Thank you. Okay. Yeah, absolutely. Thank you.
The next question from the phone comes from Michael Hutner with Birnberg. Please go ahead, sir.
Thank you very much for giving me this second chance. Michael, now we hear you. Good. Yeah, sorry about that. No, no, don't worry. Thank you very, very much. My questions you may have answered because the one is obviously on reserving and the other one is on the timing of the policy count in farmers. So on reserving, you gave us a little bit of insight saying the guidance for PYD is in the normal range, 1% to 2%. But maybe you can talk a little bit, given you've given us so much already about your peers have added and maybe you've rejigged reserves. Any insight would be really helpful and reassuring. And then on policy count, you talked at some stage your shift to growth. Maybe the impression I had from the Capital Markets Day in November was that this was a hope or an ambition for Q4 2024, but given the speed of the business transformation of farmers, can you give us a hope that maybe it'll already start in July? Those are my two questions. Thank you.
I'll start on farmers, Michael, and then I'll pass it to Claudia to talk about reserves because she started looking into that and assessing them. On farmers, look, I mean, we need, how can I say, not to be schizophrenic. So since last year to today, we've been working to transform the business to a really healthy business that generates profit for the exchanges on a steady basis. And we still have work to finish on that. And so we do not expect to grow the policy count this year. However, we target that and we have already that in mind. Raul and his team are already working on how to generate policy growth as soon as possible, but this will come next year. The other thing to flag, you probably have seen in our press release that we indicated the very strong growth in the broking business, in the brokerage companies that we bought from the exchanges last year. Now, this also must be considered because we should evolve at farmers as we have done at Zurich at the customer count and on the customer loyalty and customer retention and customer value count. Because the purpose of that acquisition that we made was to remain in control of the customers, if possible, providing the customers with the farmer solution, but if not possible, maintaining the control by giving the customers another solution which still comes from us so that we keep on managing the customers. And that will change a little bit to the logic and the metric of policy enforcement and customer accounts over the next years. So be prepared because we will explain more on that. We're currently working on zero basing all this. But bear in mind that that acquisition was important and is not a transitory part of how we run the business is an important part of the business transformation that we had in mind to have a full control on the customer relationship through the farmers' agents. If that is clear, I pass it to Claudia to talk about how she sees the reserve situation at the moment. Thank you. Thank you very much.

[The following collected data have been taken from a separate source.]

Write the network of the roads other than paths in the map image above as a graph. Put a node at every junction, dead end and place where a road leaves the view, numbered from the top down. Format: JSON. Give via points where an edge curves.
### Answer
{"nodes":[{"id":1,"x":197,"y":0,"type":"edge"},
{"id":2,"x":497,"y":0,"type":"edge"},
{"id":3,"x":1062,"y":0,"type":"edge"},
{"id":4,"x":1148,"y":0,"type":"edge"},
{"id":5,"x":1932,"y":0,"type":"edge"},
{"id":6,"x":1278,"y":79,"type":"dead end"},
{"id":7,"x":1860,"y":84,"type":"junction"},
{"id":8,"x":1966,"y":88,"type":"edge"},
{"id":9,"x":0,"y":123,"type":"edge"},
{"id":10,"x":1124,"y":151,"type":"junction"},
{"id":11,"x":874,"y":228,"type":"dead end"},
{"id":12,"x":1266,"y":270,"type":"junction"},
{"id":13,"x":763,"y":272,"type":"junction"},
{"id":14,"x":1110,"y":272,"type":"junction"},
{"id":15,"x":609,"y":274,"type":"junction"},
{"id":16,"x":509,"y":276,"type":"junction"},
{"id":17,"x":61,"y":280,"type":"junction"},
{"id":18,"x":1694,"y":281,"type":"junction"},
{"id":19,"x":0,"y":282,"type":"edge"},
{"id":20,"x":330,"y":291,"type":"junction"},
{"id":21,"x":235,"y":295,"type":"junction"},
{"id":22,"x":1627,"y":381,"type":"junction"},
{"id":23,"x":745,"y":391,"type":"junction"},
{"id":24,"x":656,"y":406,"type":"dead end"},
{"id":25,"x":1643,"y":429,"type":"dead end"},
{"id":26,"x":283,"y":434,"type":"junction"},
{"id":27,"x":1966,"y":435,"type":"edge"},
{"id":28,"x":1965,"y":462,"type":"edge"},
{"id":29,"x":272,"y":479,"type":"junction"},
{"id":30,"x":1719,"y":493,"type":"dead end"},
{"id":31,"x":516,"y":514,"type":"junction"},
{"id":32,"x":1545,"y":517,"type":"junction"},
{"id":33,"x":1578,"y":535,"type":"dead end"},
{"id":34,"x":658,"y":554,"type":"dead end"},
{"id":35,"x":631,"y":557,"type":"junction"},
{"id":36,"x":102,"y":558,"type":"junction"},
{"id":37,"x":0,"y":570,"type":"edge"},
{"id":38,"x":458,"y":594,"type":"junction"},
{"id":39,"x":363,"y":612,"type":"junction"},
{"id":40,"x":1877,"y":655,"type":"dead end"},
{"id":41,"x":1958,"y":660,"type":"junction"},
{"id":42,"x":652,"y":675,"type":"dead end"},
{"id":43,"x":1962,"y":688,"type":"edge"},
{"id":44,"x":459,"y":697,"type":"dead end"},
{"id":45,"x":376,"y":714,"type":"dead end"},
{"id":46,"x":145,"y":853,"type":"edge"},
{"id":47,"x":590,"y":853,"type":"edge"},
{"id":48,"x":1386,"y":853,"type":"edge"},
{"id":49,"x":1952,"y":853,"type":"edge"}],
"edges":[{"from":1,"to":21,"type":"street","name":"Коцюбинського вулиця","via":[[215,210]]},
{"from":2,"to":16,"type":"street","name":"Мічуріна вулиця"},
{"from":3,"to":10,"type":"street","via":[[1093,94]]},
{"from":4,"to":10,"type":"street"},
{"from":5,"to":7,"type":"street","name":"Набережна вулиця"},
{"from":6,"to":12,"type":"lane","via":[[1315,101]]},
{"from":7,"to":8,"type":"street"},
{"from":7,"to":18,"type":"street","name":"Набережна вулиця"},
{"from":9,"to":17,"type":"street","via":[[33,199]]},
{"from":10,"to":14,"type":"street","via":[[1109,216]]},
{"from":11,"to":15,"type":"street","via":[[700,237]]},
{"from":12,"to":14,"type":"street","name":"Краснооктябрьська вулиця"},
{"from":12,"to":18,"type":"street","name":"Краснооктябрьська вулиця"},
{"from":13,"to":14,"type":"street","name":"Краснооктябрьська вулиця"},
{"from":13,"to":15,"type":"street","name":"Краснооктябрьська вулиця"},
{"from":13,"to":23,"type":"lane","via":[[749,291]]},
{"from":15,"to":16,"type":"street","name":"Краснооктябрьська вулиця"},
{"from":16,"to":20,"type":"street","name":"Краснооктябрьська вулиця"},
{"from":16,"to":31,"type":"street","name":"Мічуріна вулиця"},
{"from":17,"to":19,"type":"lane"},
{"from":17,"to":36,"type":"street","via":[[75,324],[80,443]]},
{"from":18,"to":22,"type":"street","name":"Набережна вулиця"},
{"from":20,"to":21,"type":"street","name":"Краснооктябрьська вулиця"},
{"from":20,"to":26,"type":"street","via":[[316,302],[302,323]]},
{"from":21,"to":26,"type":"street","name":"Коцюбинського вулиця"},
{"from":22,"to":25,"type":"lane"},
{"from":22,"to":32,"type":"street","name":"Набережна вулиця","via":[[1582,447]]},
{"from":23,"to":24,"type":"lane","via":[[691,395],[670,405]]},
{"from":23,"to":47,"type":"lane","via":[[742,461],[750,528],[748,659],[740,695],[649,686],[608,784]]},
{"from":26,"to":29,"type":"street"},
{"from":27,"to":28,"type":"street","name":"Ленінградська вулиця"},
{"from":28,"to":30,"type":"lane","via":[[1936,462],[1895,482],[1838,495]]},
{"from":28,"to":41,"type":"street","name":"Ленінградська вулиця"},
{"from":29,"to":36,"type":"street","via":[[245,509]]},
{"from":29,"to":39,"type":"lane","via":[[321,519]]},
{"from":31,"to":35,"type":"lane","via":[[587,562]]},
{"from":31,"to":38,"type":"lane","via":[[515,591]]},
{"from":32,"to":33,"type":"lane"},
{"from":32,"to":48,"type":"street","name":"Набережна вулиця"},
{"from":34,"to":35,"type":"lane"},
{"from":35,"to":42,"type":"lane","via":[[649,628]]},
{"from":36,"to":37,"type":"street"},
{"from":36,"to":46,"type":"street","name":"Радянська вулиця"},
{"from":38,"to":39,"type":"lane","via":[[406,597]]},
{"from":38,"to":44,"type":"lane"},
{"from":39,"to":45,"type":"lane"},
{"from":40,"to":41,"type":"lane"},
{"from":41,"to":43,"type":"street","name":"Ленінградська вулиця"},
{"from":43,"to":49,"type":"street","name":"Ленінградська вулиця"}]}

Mario. Hi, Michael. Pleasure to meet you. So on the reserving side, as you know, we We guided for an impact between 1% and 2% positive. This quarter is, in fact, exactly in the middle, so it's absolutely in line with the guidance. As you know, we are performing our larger reserve reviews in the second and the third quarter in particular. For what we are seeing so far, both on the commercial and retail side, there's no indication that the full year will be outside of the guided range, Michael.
That's very helpful. That's reassuring. Any more you can add to reassure us more, maybe?
Well, we haven't performed, as I mentioned, a thorough review on all lines of business in the first quarter. As you know, we have a general philosophy of recognizing bad news as soon as possible and be less quick maybe with good news that's what we adopted also in the first quarter but in terms of composition nothing different than what you've seen happening in the past with respect to PYD There are no visible leakages in our claims story neither there is any visible leakage in our reserve pattern at the moment and we don't expect it honestly Fantastic.
That's very helpful. Thank you so much.
Thank you.
The next question from the phone comes from Vinit Malhotra with Mediobanca. Please go ahead.
Yes, good afternoon. Welcome, Claudia, as well. So one question is on commercial profitability, which, Mario, you said some great things about when you mentioned the Berkshire element. but just you know from the outside it looks like there is a slight slowdown in the commercial pricing and is there also a similar slowdown or reduction in the inflation that you're seeing uh which gives you this confidence on the pricing or the profit margin continuation so that is the first question on pricing and inflation commercial second thing is the the crop uh you know we We've heard about this commodity price reduction. Could you just please help me square this to how good, bad, or indifferent this might be for the profitability element? Because that was one of the topics, apart from detailed motor in the last call, about how the profitability of crop should get better. And just very last, maybe a follow-up on the large losses. Have you commented something about the Baltimore tragedy where probably there could be some exposure from various elements and I'm keen to hear any thoughts you might have. Thank you.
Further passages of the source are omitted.